他人を攻撃していては、幸せにはなれないでしょう。
金銭的、物質的に豊かになるのは、攻撃的であっても可能でしょう。むしろ、他人を出し抜き、パイを奪うには攻撃的な方が適しているかもしれません。
ですが、他人を出し抜き、奪うということは、自らも出し抜かれ奪われる覚悟が必要でしょう。出し抜かれて奪われた方はその相手を恨むでしょう。憎むでしょう。そしてそれはやがて、形を変えて自らに返ってくる。
人は、永久不変ではありません。そして人が持つ<力>も、いつかは衰え、失われていくでしょう。
他人を出し抜き、パイを奪い取るのに必要な<力>も、やがては他の人が上回る時が来ます。その時、恨みを買っていたら、狙われるのではないですか?
この時とばかりに。
もちろん、生涯にわたってその力を持ち続けられる方も中にはいるでしょう。最後まで衰えることなく君臨し続けることができる方もいらっしゃるとは思います。

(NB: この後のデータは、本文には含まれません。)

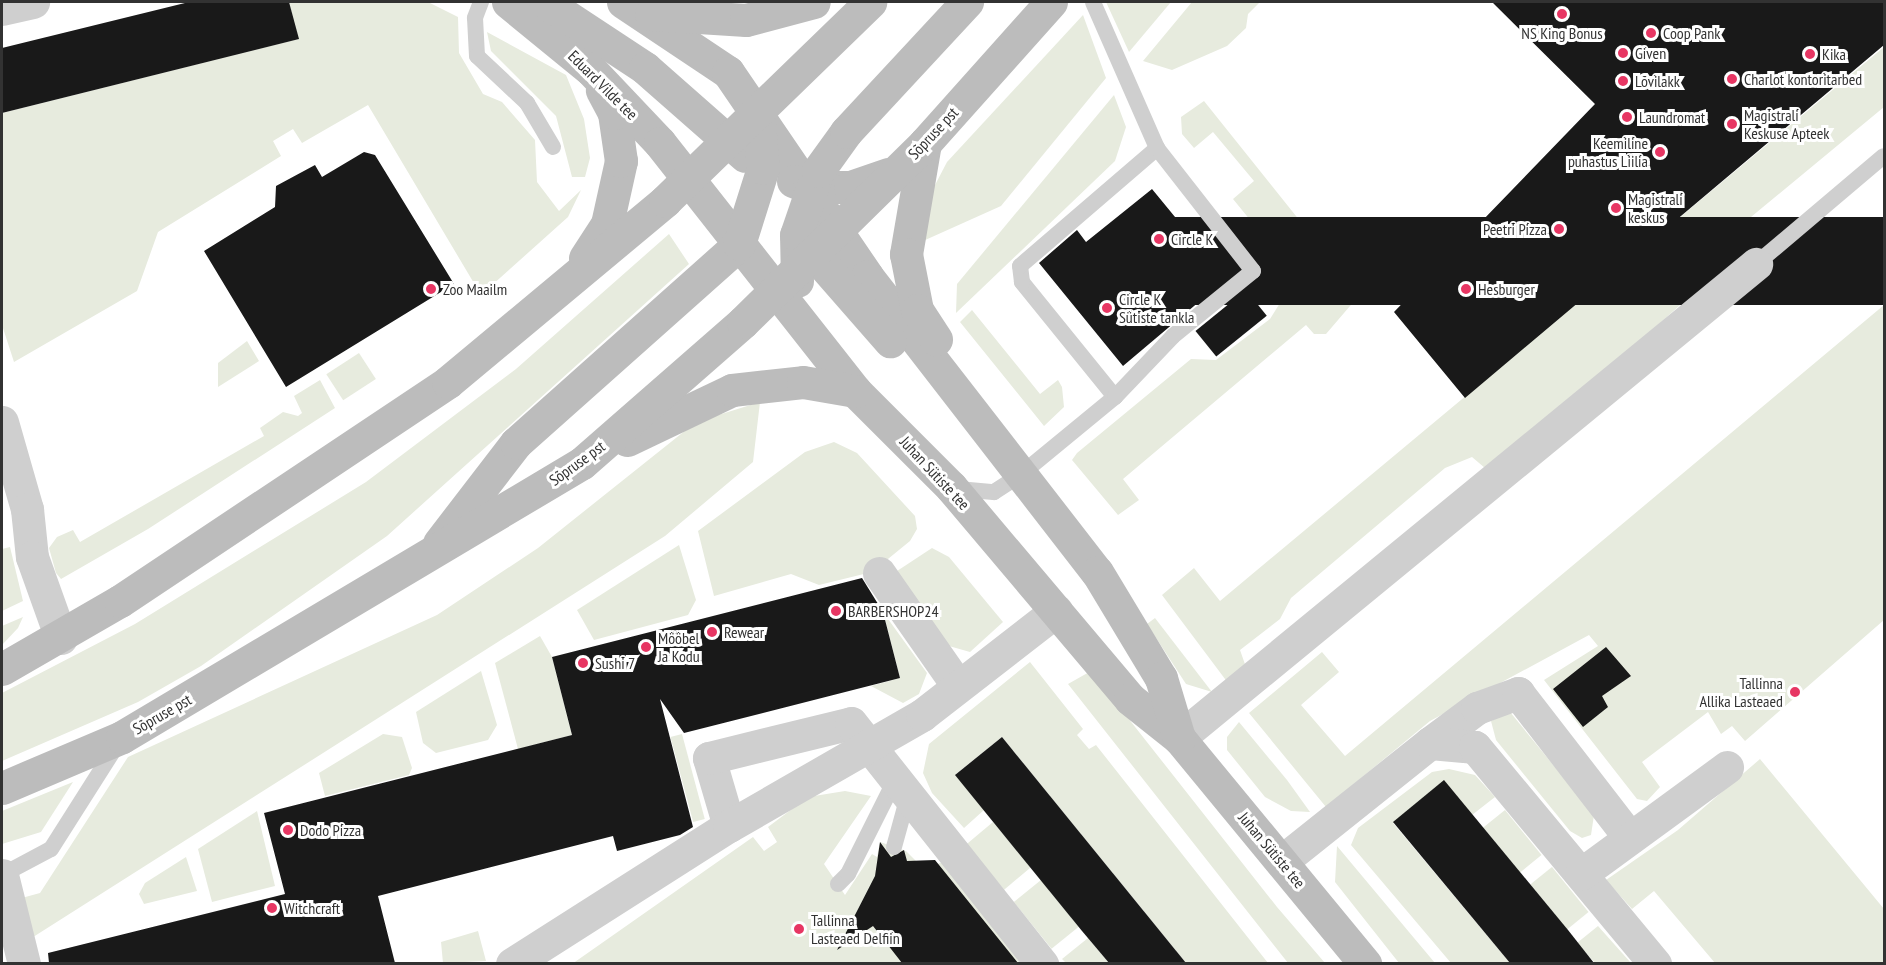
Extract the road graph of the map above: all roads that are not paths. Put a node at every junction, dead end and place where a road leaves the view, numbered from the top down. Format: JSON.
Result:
{"nodes":[{"id":1,"x":33,"y":2,"type":"edge"},
{"id":2,"x":481,"y":2,"type":"edge"},
{"id":3,"x":508,"y":2,"type":"edge"},
{"id":4,"x":545,"y":2,"type":"edge"},
{"id":5,"x":814,"y":2,"type":"edge"},
{"id":6,"x":870,"y":2,"type":"edge"},
{"id":7,"x":967,"y":2,"type":"edge"},
{"id":8,"x":1051,"y":2,"type":"edge"},
{"id":9,"x":1093,"y":2,"type":"edge"},
{"id":10,"x":634,"y":8,"type":"edge"},
{"id":11,"x":2,"y":9,"type":"edge"},
{"id":12,"x":591,"y":70,"type":"junction"},
{"id":13,"x":758,"y":112,"type":"junction"},
{"id":14,"x":726,"y":142,"type":"junction"},
{"id":15,"x":925,"y":143,"type":"junction"},
{"id":16,"x":553,"y":147,"type":"dead end"},
{"id":17,"x":1157,"y":148,"type":"junction"},
{"id":18,"x":1884,"y":156,"type":"edge"},
{"id":19,"x":763,"y":168,"type":"junction"},
{"id":20,"x":896,"y":171,"type":"junction"},
{"id":21,"x":809,"y":188,"type":"junction"},
{"id":22,"x":687,"y":192,"type":"junction"},
{"id":23,"x":753,"y":211,"type":"junction"},
{"id":24,"x":739,"y":244,"type":"junction"},
{"id":25,"x":803,"y":255,"type":"junction"},
{"id":26,"x":1756,"y":264,"type":"joint"},
{"id":27,"x":566,"y":286,"type":"junction"},
{"id":28,"x":953,"y":390,"type":"junction"},
{"id":29,"x":855,"y":391,"type":"junction"},
{"id":30,"x":1115,"y":397,"type":"junction"},
{"id":31,"x":3,"y":417,"type":"edge"},
{"id":32,"x":582,"y":463,"type":"junction"},
{"id":33,"x":1020,"y":475,"type":"junction"},
{"id":34,"x":951,"y":487,"type":"junction"},
{"id":35,"x":427,"y":558,"type":"junction"},
{"id":36,"x":879,"y":573,"type":"dead end"},
{"id":37,"x":1056,"y":611,"type":"junction"},
{"id":38,"x":61,"y":638,"type":"junction"},
{"id":39,"x":2,"y":669,"type":"edge"},
{"id":40,"x":957,"y":685,"type":"junction"},
{"id":41,"x":122,"y":737,"type":"junction"},
{"id":42,"x":1179,"y":738,"type":"junction"},
{"id":43,"x":1430,"y":743,"type":"junction"},
{"id":44,"x":867,"y":744,"type":"junction"},
{"id":45,"x":1728,"y":767,"type":"dead end"},
{"id":46,"x":2,"y":788,"type":"edge"},
{"id":47,"x":902,"y":788,"type":"junction"},
{"id":48,"x":729,"y":826,"type":"junction"},
{"id":49,"x":1630,"y":838,"type":"junction"},
{"id":50,"x":894,"y":847,"type":"dead end"},
{"id":51,"x":1282,"y":861,"type":"junction"},
{"id":52,"x":1581,"y":874,"type":"junction"},
{"id":53,"x":2,"y":875,"type":"edge"},
{"id":54,"x":838,"y":884,"type":"dead end"},
{"id":55,"x":24,"y":963,"type":"edge"},
{"id":56,"x":512,"y":963,"type":"edge"},
{"id":57,"x":1042,"y":963,"type":"edge"},
{"id":58,"x":1365,"y":963,"type":"edge"},
{"id":59,"x":1655,"y":963,"type":"edge"}],
"edges":[{"from":1,"to":11,"type":"street"},
{"from":2,"to":16,"type":"lane"},
{"from":3,"to":12,"type":"main road","name":"Eduard Vilde tee"},
{"from":4,"to":14,"type":"main road"},
{"from":5,"to":10,"type":"main road"},
{"from":6,"to":13,"type":"main road"},
{"from":7,"to":21,"type":"main road"},
{"from":8,"to":15,"type":"main road","name":"Sõpruse pst"},
{"from":9,"to":17,"type":"lane"},
{"from":10,"to":13,"type":"main road"},
{"from":12,"to":22,"type":"main road","name":"Eduard Vilde tee"},
{"from":12,"to":27,"type":"main road"},
{"from":13,"to":14,"type":"main road"},
{"from":13,"to":19,"type":"main road"},
{"from":13,"to":21,"type":"main road"},
{"from":14,"to":19,"type":"main road"},
{"from":14,"to":22,"type":"main road"},
{"from":15,"to":20,"type":"main road","name":"Sõpruse pst"},
{"from":15,"to":28,"type":"main road"},
{"from":17,"to":30,"type":"lane"},
{"from":17,"to":30,"type":"lane"},
{"from":18,"to":26,"type":"lane"},
{"from":19,"to":21,"type":"main road"},
{"from":19,"to":23,"type":"main road"},
{"from":20,"to":21,"type":"main road"},
{"from":20,"to":25,"type":"main road","name":"Sõpruse pst"},
{"from":21,"to":25,"type":"main road"},
{"from":22,"to":23,"type":"main road"},
{"from":22,"to":24,"type":"main road"},
{"from":22,"to":27,"type":"main road"},
{"from":23,"to":24,"type":"main road"},
{"from":23,"to":25,"type":"main road"},
{"from":24,"to":25,"type":"main road"},
{"from":24,"to":35,"type":"main road"},
{"from":25,"to":28,"type":"main road"},
{"from":25,"to":29,"type":"main road","name":"Juhan Sütiste tee"},
{"from":25,"to":32,"type":"main road","name":"Sõpruse pst"},
{"from":26,"to":42,"type":"street"},
{"from":27,"to":38,"type":"main road"},
{"from":28,"to":33,"type":"main road","name":"Juhan Sütiste tee"},
{"from":29,"to":32,"type":"main road"},
{"from":29,"to":34,"type":"main road","name":"Juhan Sütiste tee"},
{"from":30,"to":33,"type":"lane"},
{"from":31,"to":38,"type":"street"},
{"from":32,"to":35,"type":"main road","name":"Sõpruse pst"},
{"from":33,"to":34,"type":"lane"},
{"from":33,"to":42,"type":"main road","name":"Juhan Sütiste tee"},
{"from":34,"to":37,"type":"main road","name":"Juhan Sütiste tee"},
{"from":35,"to":41,"type":"main road","name":"Sõpruse pst"},
{"from":36,"to":40,"type":"street"},
{"from":37,"to":40,"type":"street"},
{"from":37,"to":42,"type":"main road","name":"Juhan Sütiste tee"},
{"from":38,"to":39,"type":"main road"},
{"from":40,"to":44,"type":"street"},
{"from":41,"to":46,"type":"main road","name":"Sõpruse pst"},
{"from":41,"to":53,"type":"lane"},
{"from":42,"to":51,"type":"main road","name":"Juhan Sütiste tee"},
{"from":43,"to":49,"type":"street"},
{"from":43,"to":51,"type":"street"},
{"from":43,"to":52,"type":"street"},
{"from":44,"to":47,"type":"street"},
{"from":44,"to":48,"type":"street"},
{"from":44,"to":48,"type":"street"},
{"from":45,"to":49,"type":"street"},
{"from":47,"to":50,"type":"lane"},
{"from":47,"to":54,"type":"lane"},
{"from":47,"to":57,"type":"street"},
{"from":48,"to":56,"type":"street"},
{"from":49,"to":52,"type":"street"},
{"from":51,"to":58,"type":"main road","name":"Juhan Sütiste tee"},
{"from":52,"to":59,"type":"street"},
{"from":53,"to":55,"type":"street"}]}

ですが、そのような方は、人口一万人当たり、何人いらっしゃるのでしょうか?
『自分は生涯勝ち続けることができる』
と豪語なさる方のうちの何割がそれを実現できるのでしょう?
財産を狙われ、他人を信じることもできず、そして結局は自身が手に入れてきたものを奪われたとしたら、果たしてそれは幸せな最後なのでしょうか?
それでも『幸せだ』とおっしゃる方もいらっしゃるのでしょうが、当人が幸せだと感じてらっしゃるのでしたら私がとやかく言うことではないのでしょうが、残念ながら私自身はそれを幸せと感じることはできません。
生涯、他人を出し抜き、奪い、踏みにじり続けることができる<例外>に、私はきっとなれないでしょうから。
そのような生き方をすれば、きっとどこかで敗れ、すべてを失うことになるという予感があります。
現に私は、一度、敗れているのです。
御手洗さんに。
カッターナイフを手にした彼女を前に、私はまったく成す術がありませんでした。
私が無事だったのは、ただただカナとイチコのおかげです。私の力ではありません。
僅か数百円のカッターナイフが私のすべてを破壊し、奪い去るところでした。
それが現実なのです。
私はそれを思い知ったのです。
けれど今はもう、あの時と同じ失敗はしません。
する必要がないのですから。
翌日。別荘で過ごす最後の日。私達は、精一杯満喫しました。朝から露天風呂に入り、きゃあきゃあとはしゃぐ千早やカナの楽しげな様子に、私はとても心が満たされていたのです。